Aim of the exercise
Reproduce all of the data exactly, with no line skipped.

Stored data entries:
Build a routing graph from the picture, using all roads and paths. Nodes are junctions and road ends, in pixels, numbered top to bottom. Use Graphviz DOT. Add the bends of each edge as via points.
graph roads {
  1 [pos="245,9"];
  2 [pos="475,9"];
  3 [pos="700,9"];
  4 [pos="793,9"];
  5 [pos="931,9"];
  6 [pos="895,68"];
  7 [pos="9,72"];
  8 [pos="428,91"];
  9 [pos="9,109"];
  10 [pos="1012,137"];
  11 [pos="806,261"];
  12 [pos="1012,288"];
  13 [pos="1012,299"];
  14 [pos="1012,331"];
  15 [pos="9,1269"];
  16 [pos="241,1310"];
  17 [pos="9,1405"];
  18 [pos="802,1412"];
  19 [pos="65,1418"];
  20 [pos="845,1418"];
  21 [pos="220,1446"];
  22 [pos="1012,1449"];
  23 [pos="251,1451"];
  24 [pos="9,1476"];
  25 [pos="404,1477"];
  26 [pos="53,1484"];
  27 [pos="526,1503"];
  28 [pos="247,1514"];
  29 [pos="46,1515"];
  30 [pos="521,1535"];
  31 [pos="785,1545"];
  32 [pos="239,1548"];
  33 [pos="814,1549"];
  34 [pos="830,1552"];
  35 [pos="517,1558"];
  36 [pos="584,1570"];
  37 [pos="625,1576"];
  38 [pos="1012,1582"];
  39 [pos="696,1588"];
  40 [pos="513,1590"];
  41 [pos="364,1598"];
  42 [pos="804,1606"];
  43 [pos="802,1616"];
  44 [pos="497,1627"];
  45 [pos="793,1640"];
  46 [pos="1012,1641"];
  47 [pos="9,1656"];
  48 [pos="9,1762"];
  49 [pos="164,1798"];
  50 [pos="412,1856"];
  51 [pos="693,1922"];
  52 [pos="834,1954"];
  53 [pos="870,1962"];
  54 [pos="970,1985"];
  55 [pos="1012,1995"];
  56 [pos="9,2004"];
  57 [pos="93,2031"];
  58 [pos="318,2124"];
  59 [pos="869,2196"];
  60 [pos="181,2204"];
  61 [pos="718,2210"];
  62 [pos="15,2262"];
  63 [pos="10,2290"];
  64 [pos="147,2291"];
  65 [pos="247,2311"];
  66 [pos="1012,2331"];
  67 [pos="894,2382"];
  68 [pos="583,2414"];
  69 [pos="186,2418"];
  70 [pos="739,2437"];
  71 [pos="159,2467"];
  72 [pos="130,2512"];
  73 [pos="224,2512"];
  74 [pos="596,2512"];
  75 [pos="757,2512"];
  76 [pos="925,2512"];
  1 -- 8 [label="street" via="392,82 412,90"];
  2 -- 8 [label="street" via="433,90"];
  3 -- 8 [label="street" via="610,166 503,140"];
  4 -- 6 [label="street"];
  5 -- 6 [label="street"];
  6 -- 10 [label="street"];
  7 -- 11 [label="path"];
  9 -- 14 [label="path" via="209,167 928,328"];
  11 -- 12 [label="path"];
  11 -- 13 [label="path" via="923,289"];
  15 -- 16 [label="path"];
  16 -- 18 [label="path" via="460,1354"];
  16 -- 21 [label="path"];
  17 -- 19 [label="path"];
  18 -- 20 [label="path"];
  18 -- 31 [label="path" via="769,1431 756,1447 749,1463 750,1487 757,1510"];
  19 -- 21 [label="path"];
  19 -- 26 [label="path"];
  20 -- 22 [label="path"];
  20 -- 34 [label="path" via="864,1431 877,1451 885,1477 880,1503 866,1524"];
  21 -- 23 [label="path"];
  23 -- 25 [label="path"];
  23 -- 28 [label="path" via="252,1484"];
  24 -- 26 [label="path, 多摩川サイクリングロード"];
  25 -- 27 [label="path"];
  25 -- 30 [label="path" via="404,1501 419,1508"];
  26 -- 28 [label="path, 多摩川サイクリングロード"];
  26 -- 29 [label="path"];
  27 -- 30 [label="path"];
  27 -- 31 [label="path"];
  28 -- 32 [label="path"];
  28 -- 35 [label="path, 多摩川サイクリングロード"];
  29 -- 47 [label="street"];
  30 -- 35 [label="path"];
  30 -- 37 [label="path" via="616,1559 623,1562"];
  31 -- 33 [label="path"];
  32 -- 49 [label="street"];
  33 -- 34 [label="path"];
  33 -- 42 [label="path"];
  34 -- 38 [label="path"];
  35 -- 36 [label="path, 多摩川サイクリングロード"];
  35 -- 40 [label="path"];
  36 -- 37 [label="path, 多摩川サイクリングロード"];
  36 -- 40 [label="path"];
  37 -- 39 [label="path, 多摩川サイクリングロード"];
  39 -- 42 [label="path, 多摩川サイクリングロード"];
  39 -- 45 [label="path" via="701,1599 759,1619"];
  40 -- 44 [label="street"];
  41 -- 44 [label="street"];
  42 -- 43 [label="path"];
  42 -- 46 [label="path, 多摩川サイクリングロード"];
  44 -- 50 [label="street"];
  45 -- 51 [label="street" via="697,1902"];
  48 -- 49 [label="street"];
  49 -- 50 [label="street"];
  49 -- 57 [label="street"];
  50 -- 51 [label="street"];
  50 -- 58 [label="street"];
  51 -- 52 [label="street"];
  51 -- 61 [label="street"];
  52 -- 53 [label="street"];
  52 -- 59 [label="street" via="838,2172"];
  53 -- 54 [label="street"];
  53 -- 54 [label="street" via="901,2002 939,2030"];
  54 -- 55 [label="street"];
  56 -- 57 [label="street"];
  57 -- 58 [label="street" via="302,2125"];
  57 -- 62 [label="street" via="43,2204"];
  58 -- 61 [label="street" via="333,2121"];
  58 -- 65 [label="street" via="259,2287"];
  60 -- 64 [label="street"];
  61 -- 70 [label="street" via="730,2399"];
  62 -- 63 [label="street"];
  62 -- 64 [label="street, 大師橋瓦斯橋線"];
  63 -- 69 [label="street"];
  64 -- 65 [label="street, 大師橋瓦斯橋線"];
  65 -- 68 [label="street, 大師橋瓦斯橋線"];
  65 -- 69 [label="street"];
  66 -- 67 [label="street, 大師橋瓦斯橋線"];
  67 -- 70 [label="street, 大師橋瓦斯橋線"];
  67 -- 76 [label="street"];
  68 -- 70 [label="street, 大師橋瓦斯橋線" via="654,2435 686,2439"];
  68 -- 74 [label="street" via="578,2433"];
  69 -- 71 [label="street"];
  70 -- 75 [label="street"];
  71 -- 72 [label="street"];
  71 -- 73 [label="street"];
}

Expected answer
Build a routing graph from the picture, using all roads and paths. Nodes are junctions and road ends, in pixels, numbered top to bottom. Use Graphviz DOT. Add the bends of each edge as via points.
graph roads {
  1 [pos="245,9"];
  2 [pos="475,9"];
  3 [pos="700,9"];
  4 [pos="793,9"];
  5 [pos="931,9"];
  6 [pos="895,68"];
  7 [pos="9,72"];
  8 [pos="428,91"];
  9 [pos="9,109"];
  10 [pos="1012,137"];
  11 [pos="806,261"];
  12 [pos="1012,288"];
  13 [pos="1012,299"];
  14 [pos="1012,331"];
  15 [pos="9,1269"];
  16 [pos="241,1310"];
  17 [pos="9,1405"];
  18 [pos="802,1412"];
  19 [pos="65,1418"];
  20 [pos="845,1418"];
  21 [pos="220,1446"];
  22 [pos="1012,1449"];
  23 [pos="251,1451"];
  24 [pos="9,1476"];
  25 [pos="404,1477"];
  26 [pos="53,1484"];
  27 [pos="526,1503"];
  28 [pos="247,1514"];
  29 [pos="46,1515"];
  30 [pos="521,1535"];
  31 [pos="785,1545"];
  32 [pos="239,1548"];
  33 [pos="814,1549"];
  34 [pos="830,1552"];
  35 [pos="517,1558"];
  36 [pos="584,1570"];
  37 [pos="625,1576"];
  38 [pos="1012,1582"];
  39 [pos="696,1588"];
  40 [pos="513,1590"];
  41 [pos="364,1598"];
  42 [pos="804,1606"];
  43 [pos="802,1616"];
  44 [pos="497,1627"];
  45 [pos="793,1640"];
  46 [pos="1012,1641"];
  47 [pos="9,1656"];
  48 [pos="9,1762"];
  49 [pos="164,1798"];
  50 [pos="412,1856"];
  51 [pos="693,1922"];
  52 [pos="834,1954"];
  53 [pos="870,1962"];
  54 [pos="970,1985"];
  55 [pos="1012,1995"];
  56 [pos="9,2004"];
  57 [pos="93,2031"];
  58 [pos="318,2124"];
  59 [pos="869,2196"];
  60 [pos="181,2204"];
  61 [pos="718,2210"];
  62 [pos="15,2262"];
  63 [pos="10,2290"];
  64 [pos="147,2291"];
  65 [pos="247,2311"];
  66 [pos="1012,2331"];
  67 [pos="894,2382"];
  68 [pos="583,2414"];
  69 [pos="186,2418"];
  70 [pos="739,2437"];
  71 [pos="159,2467"];
  72 [pos="130,2512"];
  73 [pos="224,2512"];
  74 [pos="596,2512"];
  75 [pos="757,2512"];
  76 [pos="925,2512"];
  1 -- 8 [label="street" via="392,82 412,90"];
  2 -- 8 [label="street" via="433,90"];
  3 -- 8 [label="street" via="610,166 503,140"];
  4 -- 6 [label="street"];
  5 -- 6 [label="street"];
  6 -- 10 [label="street"];
  7 -- 11 [label="path"];
  9 -- 14 [label="path" via="209,167 928,328"];
  11 -- 12 [label="path"];
  11 -- 13 [label="path" via="923,289"];
  15 -- 16 [label="path"];
  16 -- 18 [label="path" via="460,1354"];
  16 -- 21 [label="path"];
  17 -- 19 [label="path"];
  18 -- 20 [label="path"];
  18 -- 31 [label="path" via="769,1431 756,1447 749,1463 750,1487 757,1510"];
  19 -- 21 [label="path"];
  19 -- 26 [label="path"];
  20 -- 22 [label="path"];
  20 -- 34 [label="path" via="864,1431 877,1451 885,1477 880,1503 866,1524"];
  21 -- 23 [label="path"];
  23 -- 25 [label="path"];
  23 -- 28 [label="path" via="252,1484"];
  24 -- 26 [label="path, 多摩川サイクリングロード"];
  25 -- 27 [label="path"];
  25 -- 30 [label="path" via="404,1501 419,1508"];
  26 -- 28 [label="path, 多摩川サイクリングロード"];
  26 -- 29 [label="path"];
  27 -- 30 [label="path"];
  27 -- 31 [label="path"];
  28 -- 32 [label="path"];
  28 -- 35 [label="path, 多摩川サイクリングロード"];
  29 -- 47 [label="street"];
  30 -- 35 [label="path"];
  30 -- 37 [label="path" via="616,1559 623,1562"];
  31 -- 33 [label="path"];
  32 -- 49 [label="street"];
  33 -- 34 [label="path"];
  33 -- 42 [label="path"];
  34 -- 38 [label="path"];
  35 -- 36 [label="path, 多摩川サイクリングロード"];
  35 -- 40 [label="path"];
  36 -- 37 [label="path, 多摩川サイクリングロード"];
  36 -- 40 [label="path"];
  37 -- 39 [label="path, 多摩川サイクリングロード"];
  39 -- 42 [label="path, 多摩川サイクリングロード"];
  39 -- 45 [label="path" via="701,1599 759,1619"];
  40 -- 44 [label="street"];
  41 -- 44 [label="street"];
  42 -- 43 [label="path"];
  42 -- 46 [label="path, 多摩川サイクリングロード"];
  44 -- 50 [label="street"];
  45 -- 51 [label="street" via="697,1902"];
  48 -- 49 [label="street"];
  49 -- 50 [label="street"];
  49 -- 57 [label="street"];
  50 -- 51 [label="street"];
  50 -- 58 [label="street"];
  51 -- 52 [label="street"];
  51 -- 61 [label="street"];
  52 -- 53 [label="street"];
  52 -- 59 [label="street" via="838,2172"];
  53 -- 54 [label="street"];
  53 -- 54 [label="street" via="901,2002 939,2030"];
  54 -- 55 [label="street"];
  56 -- 57 [label="street"];
  57 -- 58 [label="street" via="302,2125"];
  57 -- 62 [label="street" via="43,2204"];
  58 -- 61 [label="street" via="333,2121"];
  58 -- 65 [label="street" via="259,2287"];
  60 -- 64 [label="street"];
  61 -- 70 [label="street" via="730,2399"];
  62 -- 63 [label="street"];
  62 -- 64 [label="street, 大師橋瓦斯橋線"];
  63 -- 69 [label="street"];
  64 -- 65 [label="street, 大師橋瓦斯橋線"];
  65 -- 68 [label="street, 大師橋瓦斯橋線"];
  65 -- 69 [label="street"];
  66 -- 67 [label="street, 大師橋瓦斯橋線"];
  67 -- 70 [label="street, 大師橋瓦斯橋線"];
  67 -- 76 [label="street"];
  68 -- 70 [label="street, 大師橋瓦斯橋線" via="654,2435 686,2439"];
  68 -- 74 [label="street" via="578,2433"];
  69 -- 71 [label="street"];
  70 -- 75 [label="street"];
  71 -- 72 [label="street"];
  71 -- 73 [label="street"];
}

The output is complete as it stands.